O custo e a composição das emissões podem exigir maior participação de LFT – papéis remunerados à taxa Selic –, limitando a melhora do perfil da dívida pública perseguida pelo Tesouro que resiste a bancar prêmios em escalada, eventualmente exigidos pelo mercado, de forma a não pressionar ainda mais a curva de juros e não “travar” por um período longo um custo de financiamento mais elevado.
Demanda cativa
Embora o vencimento previsto de NTN-B em agosto possa sugerir, por sua dimensão, um tranco na rolagem da dívida pública, o resgate é previsto como lembra Goldenstein, e o refinanciamento conta também com uma demanda cativa.
A Eytse Estratégia estima uma demanda líquida de aproximadamente R$ 35,7 bilhões, equivalente à compra pelo mercado de cerca de 7,95 milhões de títulos para recomposição de carteiras dos fundos indexados ao IMA-B 5, IMA-B e IMA-B 5+. Siglas que representam a família “Índice de Mercado Anbima” referente à rentabilidade de ativos que pagam juro real com prazos de até 5 anos ou mais.
Os fundos referenciados ao IMA-B 5 deverão concentrar a maior parcela do fluxo, com compra estimada em torno de 6,94 milhões de títulos. E os principais montantes para recomposição estão nas NTN-B com vencimentos em 2028 e 2030, com compras projetadas em R$ 10,9 bilhões e R$ 10,4 bilhões, respectivamente.
O vencimento de dívida em agosto reforça a percepção de que a dívida mobiliária denominada em títulos federais é o mais importante componente da dívida pública que é alvo de atenção e preocupação de economistas de A a Z pela dimensão já alcançada e pelo ritmo de crescimento sobretudo em proporção do PIB.

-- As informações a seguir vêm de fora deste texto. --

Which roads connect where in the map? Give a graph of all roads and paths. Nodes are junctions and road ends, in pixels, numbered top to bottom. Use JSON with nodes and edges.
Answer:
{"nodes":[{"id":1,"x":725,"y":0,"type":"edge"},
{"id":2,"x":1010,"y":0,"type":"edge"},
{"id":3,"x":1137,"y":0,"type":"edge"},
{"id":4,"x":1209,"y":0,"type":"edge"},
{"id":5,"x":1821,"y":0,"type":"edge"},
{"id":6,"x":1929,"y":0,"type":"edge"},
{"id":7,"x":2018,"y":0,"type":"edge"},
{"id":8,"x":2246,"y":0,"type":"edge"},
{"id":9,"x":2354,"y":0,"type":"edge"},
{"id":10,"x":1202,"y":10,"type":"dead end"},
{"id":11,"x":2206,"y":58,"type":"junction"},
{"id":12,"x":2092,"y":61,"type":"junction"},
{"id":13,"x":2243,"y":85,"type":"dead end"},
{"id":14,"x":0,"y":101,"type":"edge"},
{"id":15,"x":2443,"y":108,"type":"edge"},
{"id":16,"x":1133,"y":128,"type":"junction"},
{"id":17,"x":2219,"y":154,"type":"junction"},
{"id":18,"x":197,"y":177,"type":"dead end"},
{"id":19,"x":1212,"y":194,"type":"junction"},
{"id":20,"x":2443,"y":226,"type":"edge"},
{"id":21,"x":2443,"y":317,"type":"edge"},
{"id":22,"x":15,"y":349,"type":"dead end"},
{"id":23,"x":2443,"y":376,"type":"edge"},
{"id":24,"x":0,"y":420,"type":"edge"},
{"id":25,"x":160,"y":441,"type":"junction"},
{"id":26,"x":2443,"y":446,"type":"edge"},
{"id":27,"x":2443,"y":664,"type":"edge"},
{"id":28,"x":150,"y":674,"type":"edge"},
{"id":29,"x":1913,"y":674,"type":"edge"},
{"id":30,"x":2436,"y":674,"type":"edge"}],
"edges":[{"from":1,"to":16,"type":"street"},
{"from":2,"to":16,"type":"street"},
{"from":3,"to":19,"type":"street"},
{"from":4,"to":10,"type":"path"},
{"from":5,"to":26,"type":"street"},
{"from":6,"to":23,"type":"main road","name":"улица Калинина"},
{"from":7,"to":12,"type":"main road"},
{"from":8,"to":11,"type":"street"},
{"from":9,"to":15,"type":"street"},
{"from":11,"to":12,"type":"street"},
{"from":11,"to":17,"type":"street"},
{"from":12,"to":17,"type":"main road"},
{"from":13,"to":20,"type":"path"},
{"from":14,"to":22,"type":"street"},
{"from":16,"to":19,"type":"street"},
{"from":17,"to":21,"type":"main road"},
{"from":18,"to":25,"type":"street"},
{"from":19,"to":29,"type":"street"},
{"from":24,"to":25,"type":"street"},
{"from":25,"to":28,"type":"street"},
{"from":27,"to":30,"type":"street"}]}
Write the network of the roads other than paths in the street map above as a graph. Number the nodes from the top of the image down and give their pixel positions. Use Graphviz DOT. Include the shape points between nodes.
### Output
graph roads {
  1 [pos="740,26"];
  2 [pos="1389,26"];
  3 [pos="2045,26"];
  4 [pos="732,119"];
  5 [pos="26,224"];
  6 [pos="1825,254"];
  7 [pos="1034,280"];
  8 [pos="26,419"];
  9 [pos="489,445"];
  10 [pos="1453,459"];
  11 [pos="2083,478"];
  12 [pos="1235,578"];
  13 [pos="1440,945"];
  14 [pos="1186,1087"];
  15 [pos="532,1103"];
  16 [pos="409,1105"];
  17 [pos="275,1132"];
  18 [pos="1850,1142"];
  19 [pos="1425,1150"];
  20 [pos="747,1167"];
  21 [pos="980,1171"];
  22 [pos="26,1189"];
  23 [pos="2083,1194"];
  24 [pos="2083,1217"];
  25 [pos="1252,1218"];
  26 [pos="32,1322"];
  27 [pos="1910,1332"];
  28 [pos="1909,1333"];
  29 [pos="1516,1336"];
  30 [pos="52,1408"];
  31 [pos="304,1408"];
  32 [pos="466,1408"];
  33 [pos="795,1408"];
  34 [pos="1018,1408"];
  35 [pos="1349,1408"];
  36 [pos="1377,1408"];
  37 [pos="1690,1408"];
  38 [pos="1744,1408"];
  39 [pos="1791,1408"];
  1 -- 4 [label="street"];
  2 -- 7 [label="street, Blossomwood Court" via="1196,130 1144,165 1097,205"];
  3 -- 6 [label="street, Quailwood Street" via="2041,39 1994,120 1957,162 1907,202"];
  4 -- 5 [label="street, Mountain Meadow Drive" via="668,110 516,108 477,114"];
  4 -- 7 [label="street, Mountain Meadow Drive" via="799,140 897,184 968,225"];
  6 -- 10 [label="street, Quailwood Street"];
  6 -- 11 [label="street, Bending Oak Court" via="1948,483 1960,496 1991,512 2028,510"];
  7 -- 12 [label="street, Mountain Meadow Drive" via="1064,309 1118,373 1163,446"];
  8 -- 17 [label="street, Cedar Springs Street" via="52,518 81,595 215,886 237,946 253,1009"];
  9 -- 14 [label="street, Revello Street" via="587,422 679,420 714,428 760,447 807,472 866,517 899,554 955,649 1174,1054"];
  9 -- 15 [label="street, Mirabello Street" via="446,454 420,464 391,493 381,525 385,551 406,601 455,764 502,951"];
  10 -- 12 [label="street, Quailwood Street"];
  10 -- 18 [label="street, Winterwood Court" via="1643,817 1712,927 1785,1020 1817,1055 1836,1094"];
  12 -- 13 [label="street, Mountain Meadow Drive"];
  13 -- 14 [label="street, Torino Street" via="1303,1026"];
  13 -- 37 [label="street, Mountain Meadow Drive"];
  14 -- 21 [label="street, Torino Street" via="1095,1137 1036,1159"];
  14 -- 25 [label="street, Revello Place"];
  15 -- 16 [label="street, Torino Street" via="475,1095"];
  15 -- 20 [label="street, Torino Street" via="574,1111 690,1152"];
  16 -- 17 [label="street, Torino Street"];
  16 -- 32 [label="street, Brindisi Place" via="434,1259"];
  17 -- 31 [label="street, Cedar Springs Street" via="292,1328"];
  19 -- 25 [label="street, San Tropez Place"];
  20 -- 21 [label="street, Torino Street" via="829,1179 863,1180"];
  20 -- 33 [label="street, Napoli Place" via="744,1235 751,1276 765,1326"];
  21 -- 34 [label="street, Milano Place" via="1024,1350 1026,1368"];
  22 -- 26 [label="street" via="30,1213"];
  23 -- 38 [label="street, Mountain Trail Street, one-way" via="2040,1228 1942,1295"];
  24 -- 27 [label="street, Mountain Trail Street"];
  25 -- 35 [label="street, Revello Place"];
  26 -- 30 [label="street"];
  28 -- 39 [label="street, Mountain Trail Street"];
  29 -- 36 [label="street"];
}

A maior parte da dívida é atrelada à taxa Selic – definida pelo Copom e que, em 12 meses, leva à fatura de juros superior a R$ 1 trilhão. E, até por sua grandeza, justifica um debate inspirado na expressão popular sobre o que vem primeiro: “O ovo ou a galinha?” Isto é, o juro ou a dívida que, na prática, se retroalimentam.
Nos últimos três meses, coincidentes com juros em alta no mercado internacional devido à disparada intermitente do petróleo e perspectiva de mais inflação, o retorno dos papéis públicos em geral avançou. E, no caso das NTN-B, o interesse dos investidores arrefeceu.
Goldenstein não vê, entretanto, aversão generalizada à dívida pública. E atribui a demanda limitada de NTN-B a uma combinação de fatores: CDI pressionado; estoque já expressivo desses papéis em fundos de Previdência; menor patrimônio dos multimercados; concorrência das debêntures incentivadas; risco pautado por incerteza fiscal e político-eleitoral; e taxas de inflação implícitas elevadas na remuneração que aumentam a atratividade dos títulos com retorno prefixado.